____ The data
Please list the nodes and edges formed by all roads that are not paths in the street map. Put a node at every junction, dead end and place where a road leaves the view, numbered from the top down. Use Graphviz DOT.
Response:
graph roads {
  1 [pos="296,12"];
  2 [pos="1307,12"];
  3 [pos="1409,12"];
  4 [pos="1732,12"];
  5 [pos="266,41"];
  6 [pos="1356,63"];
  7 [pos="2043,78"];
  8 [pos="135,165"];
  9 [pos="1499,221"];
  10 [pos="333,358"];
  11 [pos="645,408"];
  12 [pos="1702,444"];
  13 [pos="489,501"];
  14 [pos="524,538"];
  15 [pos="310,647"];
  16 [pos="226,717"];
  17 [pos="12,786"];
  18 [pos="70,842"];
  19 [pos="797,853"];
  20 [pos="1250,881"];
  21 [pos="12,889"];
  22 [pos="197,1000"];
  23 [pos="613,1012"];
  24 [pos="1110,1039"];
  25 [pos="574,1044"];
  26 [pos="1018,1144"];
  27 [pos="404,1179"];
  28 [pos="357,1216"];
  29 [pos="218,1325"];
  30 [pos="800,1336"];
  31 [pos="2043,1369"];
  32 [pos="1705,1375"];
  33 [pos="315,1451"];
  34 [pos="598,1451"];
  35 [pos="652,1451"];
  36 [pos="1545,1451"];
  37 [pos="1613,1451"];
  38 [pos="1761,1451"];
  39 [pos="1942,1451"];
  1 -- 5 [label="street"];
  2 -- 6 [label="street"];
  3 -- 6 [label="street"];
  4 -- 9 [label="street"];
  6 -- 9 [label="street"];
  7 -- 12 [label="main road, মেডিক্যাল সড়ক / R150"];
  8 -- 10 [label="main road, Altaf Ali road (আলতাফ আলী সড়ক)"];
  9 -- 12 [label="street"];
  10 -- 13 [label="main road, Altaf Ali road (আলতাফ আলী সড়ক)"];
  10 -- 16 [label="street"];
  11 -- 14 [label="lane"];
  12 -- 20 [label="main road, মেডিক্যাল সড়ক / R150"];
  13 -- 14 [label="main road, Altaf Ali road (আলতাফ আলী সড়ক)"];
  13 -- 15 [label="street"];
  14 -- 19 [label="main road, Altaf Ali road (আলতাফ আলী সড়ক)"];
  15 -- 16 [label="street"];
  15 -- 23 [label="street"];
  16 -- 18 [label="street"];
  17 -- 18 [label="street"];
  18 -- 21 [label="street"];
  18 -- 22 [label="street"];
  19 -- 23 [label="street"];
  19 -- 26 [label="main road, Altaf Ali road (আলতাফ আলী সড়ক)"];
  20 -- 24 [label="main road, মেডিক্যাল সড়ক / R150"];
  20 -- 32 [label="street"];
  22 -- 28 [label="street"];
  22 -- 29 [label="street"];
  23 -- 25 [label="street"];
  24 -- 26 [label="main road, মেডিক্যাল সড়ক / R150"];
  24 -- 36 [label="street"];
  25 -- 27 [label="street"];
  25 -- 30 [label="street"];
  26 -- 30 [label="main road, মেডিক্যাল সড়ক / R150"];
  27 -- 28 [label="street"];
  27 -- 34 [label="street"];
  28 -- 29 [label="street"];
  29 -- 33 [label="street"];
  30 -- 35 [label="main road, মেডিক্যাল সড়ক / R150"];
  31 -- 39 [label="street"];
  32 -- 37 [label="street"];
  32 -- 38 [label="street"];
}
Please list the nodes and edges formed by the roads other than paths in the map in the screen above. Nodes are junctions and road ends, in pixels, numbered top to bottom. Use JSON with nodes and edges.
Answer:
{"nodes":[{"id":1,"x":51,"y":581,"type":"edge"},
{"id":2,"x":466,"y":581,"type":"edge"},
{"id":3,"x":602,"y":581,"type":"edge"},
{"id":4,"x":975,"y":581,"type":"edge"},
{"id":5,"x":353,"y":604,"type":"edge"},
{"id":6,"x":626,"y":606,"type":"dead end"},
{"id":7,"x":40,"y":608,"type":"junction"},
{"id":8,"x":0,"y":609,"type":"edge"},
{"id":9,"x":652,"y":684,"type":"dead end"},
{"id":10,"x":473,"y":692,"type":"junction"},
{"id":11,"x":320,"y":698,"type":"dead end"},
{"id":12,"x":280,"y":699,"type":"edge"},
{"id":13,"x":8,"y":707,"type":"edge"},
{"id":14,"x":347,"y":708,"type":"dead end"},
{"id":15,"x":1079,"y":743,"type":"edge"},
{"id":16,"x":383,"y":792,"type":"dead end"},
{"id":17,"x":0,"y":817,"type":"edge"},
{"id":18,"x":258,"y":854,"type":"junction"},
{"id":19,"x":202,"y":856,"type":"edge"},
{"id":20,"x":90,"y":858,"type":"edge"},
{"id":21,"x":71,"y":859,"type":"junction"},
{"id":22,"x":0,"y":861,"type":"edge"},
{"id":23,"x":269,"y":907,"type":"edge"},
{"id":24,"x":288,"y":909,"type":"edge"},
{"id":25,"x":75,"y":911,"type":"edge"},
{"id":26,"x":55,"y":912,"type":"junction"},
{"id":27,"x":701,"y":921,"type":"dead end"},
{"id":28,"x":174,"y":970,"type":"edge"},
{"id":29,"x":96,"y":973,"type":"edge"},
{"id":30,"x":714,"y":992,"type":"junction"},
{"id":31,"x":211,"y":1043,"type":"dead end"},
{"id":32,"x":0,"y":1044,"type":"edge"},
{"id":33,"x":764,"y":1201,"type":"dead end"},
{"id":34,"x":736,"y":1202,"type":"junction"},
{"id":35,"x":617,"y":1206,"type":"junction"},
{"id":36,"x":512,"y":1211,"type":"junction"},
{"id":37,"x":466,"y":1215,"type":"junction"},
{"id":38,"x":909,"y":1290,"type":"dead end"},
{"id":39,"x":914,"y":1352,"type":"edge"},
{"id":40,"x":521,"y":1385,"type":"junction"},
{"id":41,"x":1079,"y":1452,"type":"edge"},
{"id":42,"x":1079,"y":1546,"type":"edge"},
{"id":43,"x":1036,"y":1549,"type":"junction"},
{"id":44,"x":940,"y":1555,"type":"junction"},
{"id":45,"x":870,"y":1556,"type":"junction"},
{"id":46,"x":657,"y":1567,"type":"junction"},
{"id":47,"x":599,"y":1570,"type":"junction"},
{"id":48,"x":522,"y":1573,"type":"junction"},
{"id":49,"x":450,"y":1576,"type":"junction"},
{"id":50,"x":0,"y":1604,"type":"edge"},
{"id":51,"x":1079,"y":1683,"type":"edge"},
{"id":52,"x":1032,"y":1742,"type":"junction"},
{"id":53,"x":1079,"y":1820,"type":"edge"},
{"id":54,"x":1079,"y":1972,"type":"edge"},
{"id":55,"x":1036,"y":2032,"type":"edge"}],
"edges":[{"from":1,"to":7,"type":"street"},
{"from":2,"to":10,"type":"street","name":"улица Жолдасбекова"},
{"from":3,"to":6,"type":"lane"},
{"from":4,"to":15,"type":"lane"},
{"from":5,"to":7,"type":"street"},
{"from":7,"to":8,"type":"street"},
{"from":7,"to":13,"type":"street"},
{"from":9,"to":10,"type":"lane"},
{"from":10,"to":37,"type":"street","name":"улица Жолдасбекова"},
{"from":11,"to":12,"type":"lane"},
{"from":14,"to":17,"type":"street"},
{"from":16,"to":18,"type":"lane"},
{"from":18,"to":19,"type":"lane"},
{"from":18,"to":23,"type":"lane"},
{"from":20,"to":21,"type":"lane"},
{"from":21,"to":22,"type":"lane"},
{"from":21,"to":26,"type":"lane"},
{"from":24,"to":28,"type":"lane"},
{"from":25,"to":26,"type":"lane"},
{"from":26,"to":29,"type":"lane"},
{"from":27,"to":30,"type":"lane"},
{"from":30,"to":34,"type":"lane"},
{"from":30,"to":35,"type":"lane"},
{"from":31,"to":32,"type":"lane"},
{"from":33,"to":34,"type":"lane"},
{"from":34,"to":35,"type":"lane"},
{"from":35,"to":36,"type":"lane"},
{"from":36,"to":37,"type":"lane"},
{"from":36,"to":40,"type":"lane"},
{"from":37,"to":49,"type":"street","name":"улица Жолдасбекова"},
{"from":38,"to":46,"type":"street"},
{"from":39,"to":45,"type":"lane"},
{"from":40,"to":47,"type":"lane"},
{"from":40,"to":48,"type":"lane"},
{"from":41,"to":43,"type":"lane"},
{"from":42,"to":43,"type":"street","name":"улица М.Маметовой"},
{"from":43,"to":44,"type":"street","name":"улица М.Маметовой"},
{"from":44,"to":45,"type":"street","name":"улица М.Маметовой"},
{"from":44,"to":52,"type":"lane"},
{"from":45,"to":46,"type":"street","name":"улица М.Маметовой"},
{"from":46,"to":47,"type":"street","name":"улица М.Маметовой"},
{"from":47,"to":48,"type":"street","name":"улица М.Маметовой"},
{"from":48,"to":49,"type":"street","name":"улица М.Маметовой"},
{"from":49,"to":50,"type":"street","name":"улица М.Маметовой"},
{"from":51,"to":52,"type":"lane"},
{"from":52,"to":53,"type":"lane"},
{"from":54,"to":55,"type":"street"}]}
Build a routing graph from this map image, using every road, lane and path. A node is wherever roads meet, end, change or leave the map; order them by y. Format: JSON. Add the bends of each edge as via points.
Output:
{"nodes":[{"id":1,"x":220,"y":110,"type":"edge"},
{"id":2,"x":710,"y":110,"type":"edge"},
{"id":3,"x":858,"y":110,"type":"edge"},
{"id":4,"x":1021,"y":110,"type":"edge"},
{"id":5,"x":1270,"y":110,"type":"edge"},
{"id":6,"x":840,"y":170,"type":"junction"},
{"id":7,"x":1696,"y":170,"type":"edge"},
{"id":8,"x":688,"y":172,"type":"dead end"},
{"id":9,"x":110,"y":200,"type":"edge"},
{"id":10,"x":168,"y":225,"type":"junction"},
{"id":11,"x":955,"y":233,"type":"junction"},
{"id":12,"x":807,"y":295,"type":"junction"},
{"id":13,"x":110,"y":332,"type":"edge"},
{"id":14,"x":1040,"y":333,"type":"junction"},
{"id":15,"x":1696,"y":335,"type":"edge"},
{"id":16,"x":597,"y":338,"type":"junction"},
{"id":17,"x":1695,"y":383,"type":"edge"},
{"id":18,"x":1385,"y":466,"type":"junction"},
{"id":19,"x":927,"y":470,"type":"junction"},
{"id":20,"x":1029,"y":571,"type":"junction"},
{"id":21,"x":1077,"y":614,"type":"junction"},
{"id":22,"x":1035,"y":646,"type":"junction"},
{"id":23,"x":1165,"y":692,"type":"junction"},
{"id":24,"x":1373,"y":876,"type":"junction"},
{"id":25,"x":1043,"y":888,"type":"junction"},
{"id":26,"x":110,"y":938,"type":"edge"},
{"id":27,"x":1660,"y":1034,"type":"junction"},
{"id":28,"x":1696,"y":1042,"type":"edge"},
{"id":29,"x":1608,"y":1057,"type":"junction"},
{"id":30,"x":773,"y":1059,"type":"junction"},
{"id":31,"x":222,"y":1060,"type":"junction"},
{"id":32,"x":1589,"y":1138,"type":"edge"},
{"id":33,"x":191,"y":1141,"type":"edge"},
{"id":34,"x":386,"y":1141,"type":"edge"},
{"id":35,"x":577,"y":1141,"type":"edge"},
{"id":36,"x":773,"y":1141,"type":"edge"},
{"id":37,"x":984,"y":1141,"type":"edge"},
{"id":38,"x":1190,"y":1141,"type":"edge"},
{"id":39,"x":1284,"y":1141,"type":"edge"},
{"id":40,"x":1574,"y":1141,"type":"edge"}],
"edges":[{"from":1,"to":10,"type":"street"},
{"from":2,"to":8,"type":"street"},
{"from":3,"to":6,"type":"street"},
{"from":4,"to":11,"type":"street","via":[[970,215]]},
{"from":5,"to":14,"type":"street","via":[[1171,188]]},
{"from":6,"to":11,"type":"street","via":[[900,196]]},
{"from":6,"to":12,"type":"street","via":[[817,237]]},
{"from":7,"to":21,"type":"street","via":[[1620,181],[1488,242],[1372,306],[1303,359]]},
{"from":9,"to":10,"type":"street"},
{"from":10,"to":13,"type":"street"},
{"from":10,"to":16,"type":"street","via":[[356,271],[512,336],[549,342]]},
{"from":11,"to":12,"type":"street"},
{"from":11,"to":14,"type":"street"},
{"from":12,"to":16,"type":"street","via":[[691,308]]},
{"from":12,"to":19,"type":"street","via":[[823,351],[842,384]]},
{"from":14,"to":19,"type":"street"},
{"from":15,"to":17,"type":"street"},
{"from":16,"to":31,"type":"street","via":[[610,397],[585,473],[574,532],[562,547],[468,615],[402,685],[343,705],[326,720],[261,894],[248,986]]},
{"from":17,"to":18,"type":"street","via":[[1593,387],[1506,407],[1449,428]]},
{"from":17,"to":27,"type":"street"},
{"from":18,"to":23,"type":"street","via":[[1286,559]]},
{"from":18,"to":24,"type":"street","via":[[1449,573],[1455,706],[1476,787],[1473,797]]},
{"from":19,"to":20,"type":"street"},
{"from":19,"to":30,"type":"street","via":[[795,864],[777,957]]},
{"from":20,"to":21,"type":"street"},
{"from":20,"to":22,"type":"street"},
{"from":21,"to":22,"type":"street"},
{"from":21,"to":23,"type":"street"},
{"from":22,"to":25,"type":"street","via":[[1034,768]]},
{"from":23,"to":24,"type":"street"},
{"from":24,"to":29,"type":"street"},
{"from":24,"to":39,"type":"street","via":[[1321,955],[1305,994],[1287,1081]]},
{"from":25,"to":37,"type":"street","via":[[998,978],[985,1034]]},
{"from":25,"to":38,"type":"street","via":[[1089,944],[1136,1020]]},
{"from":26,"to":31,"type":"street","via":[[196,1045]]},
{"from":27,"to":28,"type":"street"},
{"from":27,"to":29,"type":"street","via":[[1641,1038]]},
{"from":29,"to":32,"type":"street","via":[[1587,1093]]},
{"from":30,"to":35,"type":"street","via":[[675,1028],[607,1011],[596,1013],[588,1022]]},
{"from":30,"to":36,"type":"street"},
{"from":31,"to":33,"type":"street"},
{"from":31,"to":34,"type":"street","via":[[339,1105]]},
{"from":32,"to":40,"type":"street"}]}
________
→ Exercise directions: Copy out every line of the entries where the string "Жолдасбекова" shows up.

→ Exercise result:
{"from":2,"to":10,"type":"street","name":"улица Жолдасбекова"},
{"from":10,"to":37,"type":"street","name":"улица Жолдасбекова"},
{"from":37,"to":49,"type":"street","name":"улица Жолдасбекова"},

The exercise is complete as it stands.